Assignment:
Without the pictures, output the records below word for word.

Provided records:
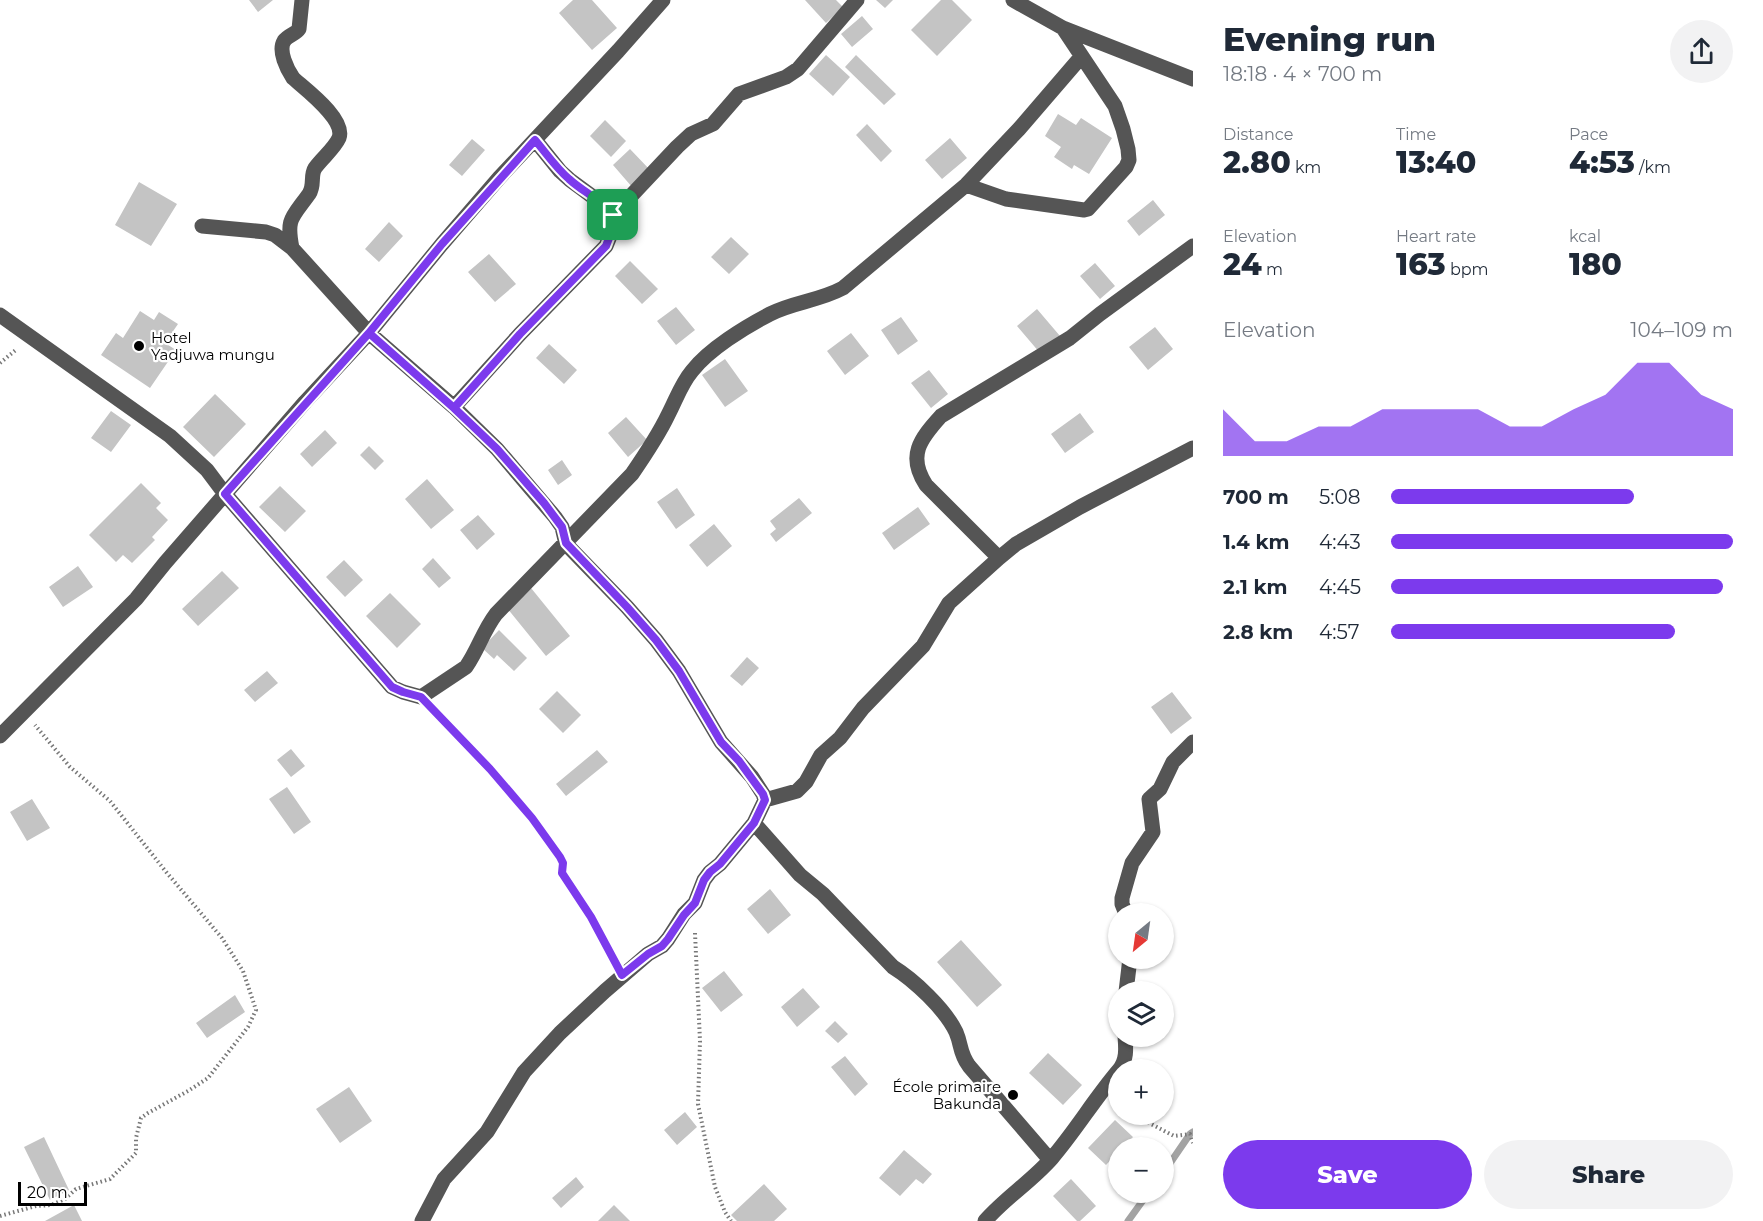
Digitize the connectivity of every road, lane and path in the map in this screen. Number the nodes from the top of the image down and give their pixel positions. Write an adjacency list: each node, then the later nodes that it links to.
1 (302, 0): 13 (street)
2 (663, 0): 8 (street)
3 (857, 0): 10 (street)
4 (1013, 0): 5 (street)
5 (1063, 28): 6 (street); 7 (street)
6 (1081, 57): 9 (street); 9 (street)
7 (1193, 79)
8 (535, 140): 10 (street); 15 (street)
9 (966, 185): 19 (street)
10 (613, 215): 16 (street)
11 (202, 226): 13 (street)
12 (1193, 246): 20 (street)
13 (292, 248): 15 (street)
14 (0, 315): 18 (street)
15 (369, 333): 16 (street); 18 (street)
16 (454, 408): 19 (street)
17 (1193, 448): 20 (street)
18 (225, 494): 21 (street); 22 (street)
19 (566, 543): 21 (street); 25 (street)
20 (999, 558): 25 (street)
21 (421, 697): 29 (path)
22 (23, 711): 23 (street); 34 (path)
23 (0, 736)
24 (1193, 742): 28 (street)
25 (765, 800): 26 (street)
26 (754, 823): 27 (street); 33 (street)
27 (695, 903): 29 (street); 36 (path)
28 (1122, 903)
29 (622, 975): 35 (street)
30 (1108, 1084): 33 (street)
31 (1153, 1125): 32 (path)
32 (1193, 1143)
33 (1050, 1160): 37 (street)
34 (0, 1216)
35 (422, 1221)
36 (731, 1221)
37 (985, 1221)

Exercise answer:
Digitize the connectivity of every road, lane and path in the map in this screen. Number the nodes from the top of the image down and give their pixel positions. Write an adjacency list: each node, then the later nodes that it links to.
1 (302, 0): 13 (street)
2 (663, 0): 8 (street)
3 (857, 0): 10 (street)
4 (1013, 0): 5 (street)
5 (1063, 28): 6 (street); 7 (street)
6 (1081, 57): 9 (street); 9 (street)
7 (1193, 79)
8 (535, 140): 10 (street); 15 (street)
9 (966, 185): 19 (street)
10 (613, 215): 16 (street)
11 (202, 226): 13 (street)
12 (1193, 246): 20 (street)
13 (292, 248): 15 (street)
14 (0, 315): 18 (street)
15 (369, 333): 16 (street); 18 (street)
16 (454, 408): 19 (street)
17 (1193, 448): 20 (street)
18 (225, 494): 21 (street); 22 (street)
19 (566, 543): 21 (street); 25 (street)
20 (999, 558): 25 (street)
21 (421, 697): 29 (path)
22 (23, 711): 23 (street); 34 (path)
23 (0, 736)
24 (1193, 742): 28 (street)
25 (765, 800): 26 (street)
26 (754, 823): 27 (street); 33 (street)
27 (695, 903): 29 (street); 36 (path)
28 (1122, 903)
29 (622, 975): 35 (street)
30 (1108, 1084): 33 (street)
31 (1153, 1125): 32 (path)
32 (1193, 1143)
33 (1050, 1160): 37 (street)
34 (0, 1216)
35 (422, 1221)
36 (731, 1221)
37 (985, 1221)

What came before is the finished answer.